• RECORDS PROVIDED
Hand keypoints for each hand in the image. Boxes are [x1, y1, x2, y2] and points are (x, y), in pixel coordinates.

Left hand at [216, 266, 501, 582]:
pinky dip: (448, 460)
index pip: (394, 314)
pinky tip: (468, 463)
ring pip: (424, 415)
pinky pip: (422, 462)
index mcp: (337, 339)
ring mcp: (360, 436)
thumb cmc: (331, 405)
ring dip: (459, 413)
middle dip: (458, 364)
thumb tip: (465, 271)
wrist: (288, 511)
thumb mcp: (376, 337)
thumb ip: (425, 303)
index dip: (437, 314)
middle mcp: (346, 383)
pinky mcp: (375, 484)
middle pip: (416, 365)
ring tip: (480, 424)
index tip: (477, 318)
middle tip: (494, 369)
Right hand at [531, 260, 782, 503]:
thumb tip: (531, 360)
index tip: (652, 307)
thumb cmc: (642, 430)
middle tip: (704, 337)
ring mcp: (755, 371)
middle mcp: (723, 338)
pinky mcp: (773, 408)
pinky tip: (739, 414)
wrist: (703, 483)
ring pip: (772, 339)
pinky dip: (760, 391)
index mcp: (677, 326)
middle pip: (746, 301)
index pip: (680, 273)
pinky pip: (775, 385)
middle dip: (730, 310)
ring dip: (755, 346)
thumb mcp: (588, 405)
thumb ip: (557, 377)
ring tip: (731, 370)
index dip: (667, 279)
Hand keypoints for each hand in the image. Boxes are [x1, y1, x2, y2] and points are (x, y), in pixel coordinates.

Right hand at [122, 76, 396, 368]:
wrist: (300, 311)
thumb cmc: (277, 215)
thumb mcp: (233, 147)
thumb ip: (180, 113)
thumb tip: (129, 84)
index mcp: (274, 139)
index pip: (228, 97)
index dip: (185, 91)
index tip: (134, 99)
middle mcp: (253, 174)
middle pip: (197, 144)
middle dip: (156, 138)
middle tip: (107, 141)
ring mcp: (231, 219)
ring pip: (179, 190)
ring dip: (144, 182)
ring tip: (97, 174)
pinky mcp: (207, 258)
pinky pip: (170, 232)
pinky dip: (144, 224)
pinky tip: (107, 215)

• YOUR OBJECTIVE
The records above should be printed exactly, please, from the first line through the line containing "index dip: (667, 279)", with both ends kept and nothing past it.

• OUTPUT BELOW
Hand keypoints for each hand in the image. Boxes are [x1, y1, x2, y2] and points are (x, y), in pixel coordinates.

Left hand at [216, 266, 501, 582]:
pinky dip: (448, 460)
index pip: (394, 314)
pinky tip: (468, 463)
ring pip: (424, 415)
pinky pip: (422, 462)
index mcp: (337, 339)
ring mcp: (360, 436)
thumb cmc: (331, 405)
ring dip: (459, 413)
middle dip: (458, 364)
thumb tip: (465, 271)
wrist: (288, 511)
thumb mcp: (376, 337)
thumb ip: (425, 303)
index dip: (437, 314)
middle mcp: (346, 383)
pinky mcp: (375, 484)
middle pip: (416, 365)
ring tip: (480, 424)
index tip: (477, 318)
middle tip: (494, 369)
Right hand at [531, 260, 782, 503]:
thumb tip: (531, 360)
index tip: (652, 307)
thumb cmc: (642, 430)
middle tip: (704, 337)
ring mcp: (755, 371)
middle mcp: (723, 338)
pinky mcp: (773, 408)
pinky tip: (739, 414)
wrist: (703, 483)
ring pip: (772, 339)
pinky dip: (760, 391)
index mcp: (677, 326)
middle pip: (746, 301)
index pip: (680, 273)
pinky pip: (775, 385)
middle dip: (730, 310)
ring dip: (755, 346)
thumb mcp: (588, 405)
thumb ip: (557, 377)
ring tip: (731, 370)
index dip: (667, 279)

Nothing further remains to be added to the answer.